If a line in the data below holds the word "bridge", copy it.

MATERIAL FOR THIS EXERCISE below:

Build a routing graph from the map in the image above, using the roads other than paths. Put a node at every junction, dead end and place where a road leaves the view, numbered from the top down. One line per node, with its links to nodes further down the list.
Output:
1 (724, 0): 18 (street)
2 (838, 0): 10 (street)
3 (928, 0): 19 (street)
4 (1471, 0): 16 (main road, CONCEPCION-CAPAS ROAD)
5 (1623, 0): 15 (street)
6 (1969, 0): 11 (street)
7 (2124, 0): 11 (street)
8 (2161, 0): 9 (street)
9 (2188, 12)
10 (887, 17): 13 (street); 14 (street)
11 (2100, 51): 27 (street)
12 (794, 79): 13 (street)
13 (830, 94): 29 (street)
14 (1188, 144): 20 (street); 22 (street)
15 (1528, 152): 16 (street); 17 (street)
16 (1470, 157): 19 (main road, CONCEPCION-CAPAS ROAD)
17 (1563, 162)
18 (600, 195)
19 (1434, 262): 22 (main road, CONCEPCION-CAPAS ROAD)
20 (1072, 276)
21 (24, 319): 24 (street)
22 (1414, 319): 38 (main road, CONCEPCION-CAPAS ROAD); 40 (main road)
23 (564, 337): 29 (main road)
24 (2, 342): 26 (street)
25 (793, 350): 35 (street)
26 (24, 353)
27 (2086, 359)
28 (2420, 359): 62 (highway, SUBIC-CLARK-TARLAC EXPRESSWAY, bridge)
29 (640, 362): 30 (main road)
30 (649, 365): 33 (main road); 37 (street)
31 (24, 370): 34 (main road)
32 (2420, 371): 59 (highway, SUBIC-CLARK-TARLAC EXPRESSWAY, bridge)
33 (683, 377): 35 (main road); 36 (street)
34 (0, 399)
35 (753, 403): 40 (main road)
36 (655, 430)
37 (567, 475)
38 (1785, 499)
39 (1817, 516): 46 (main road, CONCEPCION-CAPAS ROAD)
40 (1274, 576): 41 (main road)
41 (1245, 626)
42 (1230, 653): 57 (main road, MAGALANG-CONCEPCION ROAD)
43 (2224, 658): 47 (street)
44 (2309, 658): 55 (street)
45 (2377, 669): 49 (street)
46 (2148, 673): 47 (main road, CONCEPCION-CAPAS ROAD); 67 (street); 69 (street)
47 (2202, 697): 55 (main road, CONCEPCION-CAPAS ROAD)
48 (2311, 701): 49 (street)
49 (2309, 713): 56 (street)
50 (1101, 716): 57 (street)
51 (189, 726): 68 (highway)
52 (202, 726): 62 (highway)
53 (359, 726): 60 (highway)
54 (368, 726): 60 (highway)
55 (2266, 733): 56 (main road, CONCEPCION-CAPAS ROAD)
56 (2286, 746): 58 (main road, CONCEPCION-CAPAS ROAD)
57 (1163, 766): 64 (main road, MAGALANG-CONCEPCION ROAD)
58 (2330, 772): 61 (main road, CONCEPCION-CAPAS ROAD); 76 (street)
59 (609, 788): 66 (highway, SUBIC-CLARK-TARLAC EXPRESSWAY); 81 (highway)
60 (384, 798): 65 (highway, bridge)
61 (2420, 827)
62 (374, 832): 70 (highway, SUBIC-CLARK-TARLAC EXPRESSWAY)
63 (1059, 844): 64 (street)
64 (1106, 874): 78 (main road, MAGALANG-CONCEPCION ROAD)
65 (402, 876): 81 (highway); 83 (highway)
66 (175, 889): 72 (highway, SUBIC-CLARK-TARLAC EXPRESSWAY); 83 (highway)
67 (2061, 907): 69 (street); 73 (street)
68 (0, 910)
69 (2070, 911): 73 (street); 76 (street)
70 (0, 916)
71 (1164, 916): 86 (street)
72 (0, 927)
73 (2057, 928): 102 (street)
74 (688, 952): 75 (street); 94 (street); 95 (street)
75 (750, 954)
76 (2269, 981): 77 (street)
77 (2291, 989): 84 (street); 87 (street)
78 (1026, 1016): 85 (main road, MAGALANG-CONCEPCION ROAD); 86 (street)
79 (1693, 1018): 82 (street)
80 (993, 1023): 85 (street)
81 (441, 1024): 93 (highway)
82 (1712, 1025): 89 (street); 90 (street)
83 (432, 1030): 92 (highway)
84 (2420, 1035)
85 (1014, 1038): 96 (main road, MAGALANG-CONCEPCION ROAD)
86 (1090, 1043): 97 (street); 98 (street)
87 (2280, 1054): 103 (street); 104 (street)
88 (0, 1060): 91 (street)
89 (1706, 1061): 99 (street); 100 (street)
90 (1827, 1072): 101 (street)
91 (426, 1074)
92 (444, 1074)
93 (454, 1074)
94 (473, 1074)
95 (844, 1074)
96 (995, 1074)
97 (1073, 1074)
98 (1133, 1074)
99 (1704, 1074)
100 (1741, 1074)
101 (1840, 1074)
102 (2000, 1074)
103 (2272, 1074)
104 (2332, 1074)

End of MATERIAL FOR THIS EXERCISE.

▶ _TASK RESPONSE_:
28 (2420, 359): 62 (highway, SUBIC-CLARK-TARLAC EXPRESSWAY, bridge)
32 (2420, 371): 59 (highway, SUBIC-CLARK-TARLAC EXPRESSWAY, bridge)
60 (384, 798): 65 (highway, bridge)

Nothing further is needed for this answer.